The book needed a new look, too. Our hope is that you enjoy the illustrations by Jason Kelly, in a different style than usually found in a fat messy textbook, and that you appreciate Stef’s Herculean efforts to make this a better-looking example of the bookmaker’s art than the previous edition.
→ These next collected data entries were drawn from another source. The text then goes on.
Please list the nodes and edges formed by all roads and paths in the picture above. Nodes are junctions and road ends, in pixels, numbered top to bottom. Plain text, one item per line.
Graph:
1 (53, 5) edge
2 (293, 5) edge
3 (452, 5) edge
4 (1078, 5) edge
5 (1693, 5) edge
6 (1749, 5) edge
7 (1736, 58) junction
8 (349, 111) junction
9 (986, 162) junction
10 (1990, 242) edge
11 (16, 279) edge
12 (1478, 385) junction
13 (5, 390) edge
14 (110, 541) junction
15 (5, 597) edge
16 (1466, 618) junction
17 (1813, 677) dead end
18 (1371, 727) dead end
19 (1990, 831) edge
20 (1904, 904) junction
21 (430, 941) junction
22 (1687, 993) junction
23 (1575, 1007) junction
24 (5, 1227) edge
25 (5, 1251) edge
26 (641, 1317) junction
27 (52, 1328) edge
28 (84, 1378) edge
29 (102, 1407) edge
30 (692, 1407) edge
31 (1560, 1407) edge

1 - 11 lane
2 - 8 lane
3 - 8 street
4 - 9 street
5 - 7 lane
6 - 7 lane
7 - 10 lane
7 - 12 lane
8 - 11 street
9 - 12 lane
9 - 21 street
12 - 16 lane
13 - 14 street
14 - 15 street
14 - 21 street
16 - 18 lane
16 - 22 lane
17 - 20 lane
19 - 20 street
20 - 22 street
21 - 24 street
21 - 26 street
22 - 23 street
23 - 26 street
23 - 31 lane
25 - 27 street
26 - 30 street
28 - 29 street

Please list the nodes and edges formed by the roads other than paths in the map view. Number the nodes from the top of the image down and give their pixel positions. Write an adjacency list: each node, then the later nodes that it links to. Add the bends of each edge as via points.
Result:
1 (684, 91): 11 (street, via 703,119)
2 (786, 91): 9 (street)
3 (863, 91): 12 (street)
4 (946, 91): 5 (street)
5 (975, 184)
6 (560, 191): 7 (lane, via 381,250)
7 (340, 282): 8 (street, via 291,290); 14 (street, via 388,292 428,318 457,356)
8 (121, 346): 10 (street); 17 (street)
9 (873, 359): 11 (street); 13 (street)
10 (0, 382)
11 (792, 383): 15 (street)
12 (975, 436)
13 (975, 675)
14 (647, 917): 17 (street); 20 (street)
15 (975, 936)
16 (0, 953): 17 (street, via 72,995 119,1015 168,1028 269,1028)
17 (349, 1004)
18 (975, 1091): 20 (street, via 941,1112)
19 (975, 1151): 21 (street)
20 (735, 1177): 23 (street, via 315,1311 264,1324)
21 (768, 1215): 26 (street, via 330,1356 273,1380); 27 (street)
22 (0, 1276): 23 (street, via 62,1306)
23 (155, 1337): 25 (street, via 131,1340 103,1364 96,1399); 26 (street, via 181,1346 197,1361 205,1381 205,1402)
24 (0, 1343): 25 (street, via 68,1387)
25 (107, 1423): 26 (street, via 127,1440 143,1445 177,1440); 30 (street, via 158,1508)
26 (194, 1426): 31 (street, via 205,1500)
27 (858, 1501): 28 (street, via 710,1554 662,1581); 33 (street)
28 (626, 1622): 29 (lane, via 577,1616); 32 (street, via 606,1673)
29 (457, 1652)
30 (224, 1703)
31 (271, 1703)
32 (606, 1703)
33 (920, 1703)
Many people deserve thanks for their contributions. In no particular order (certainly not alphabetical):

Dustin Laurence, Dr. Dennis Carter, Dr. Philip Colee, Dr. Matt Lorig, Stephen Hill, Juli Peterson, Mary Conover, Catherine Oliver, Bill Starr, Tommy Suggs, Mark Tucker, Thomas Campitelli, Ryan Huseman, Maj. Ryan Long, Maj. Damon Wells, Andrea Wells, John Welbourn, Brian Davis, Justin Ball, Nathan Davey, Travis Shepard, Paul and Becca Steinman, Mike and Donna Manning, Gregg Arsenuk, Michael Street and Carrie Klumpar, Skip and Jodi Miller, Ahmik Jones, Heidi Ziegele, Lynne Pitts, Kelly Moore, Eva Twardokens, Tara Muccilli, Dan Duane, Shane Hamman, Jim Wendler, Dan John, Jim Steel, Matt Reynolds, Charles Staley, Maj. Ryan Whittemore, John Sheaffer, Will Morris, Andy Baker, T.J. Cooper, Doug Lane, Simma Park, Myles Kantor, Phil Hammarberg, Barry Vinson, Gant Grimes, Josh Wells, Shelley Hancock, Terry Young, Ronnie Hamilton, Anil Koganti, MD, Rufus-dog, Ursa-dog, and Mr. Biggles.

—Rip

Chapter 1: Strength - Why and How

* * *

Physical strength is the most important thing in life. This is true whether we want it to be or not. As humanity has developed throughout history, physical strength has become less critical to our daily existence, but no less important to our lives. Our strength, more than any other thing we possess, still determines the quality and the quantity of our time here in these bodies. Whereas previously our physical strength determined how much food we ate and how warm and dry we stayed, it now merely determines how well we function in these new surroundings we have crafted for ourselves as our culture has accumulated. But we are still animals – our physical existence is, in the final analysis, the only one that actually matters. A weak man is not as happy as that same man would be if he were strong. This reality is offensive to some people who would like the intellectual or spiritual to take precedence. It is instructive to see what happens to these very people as their squat strength goes up.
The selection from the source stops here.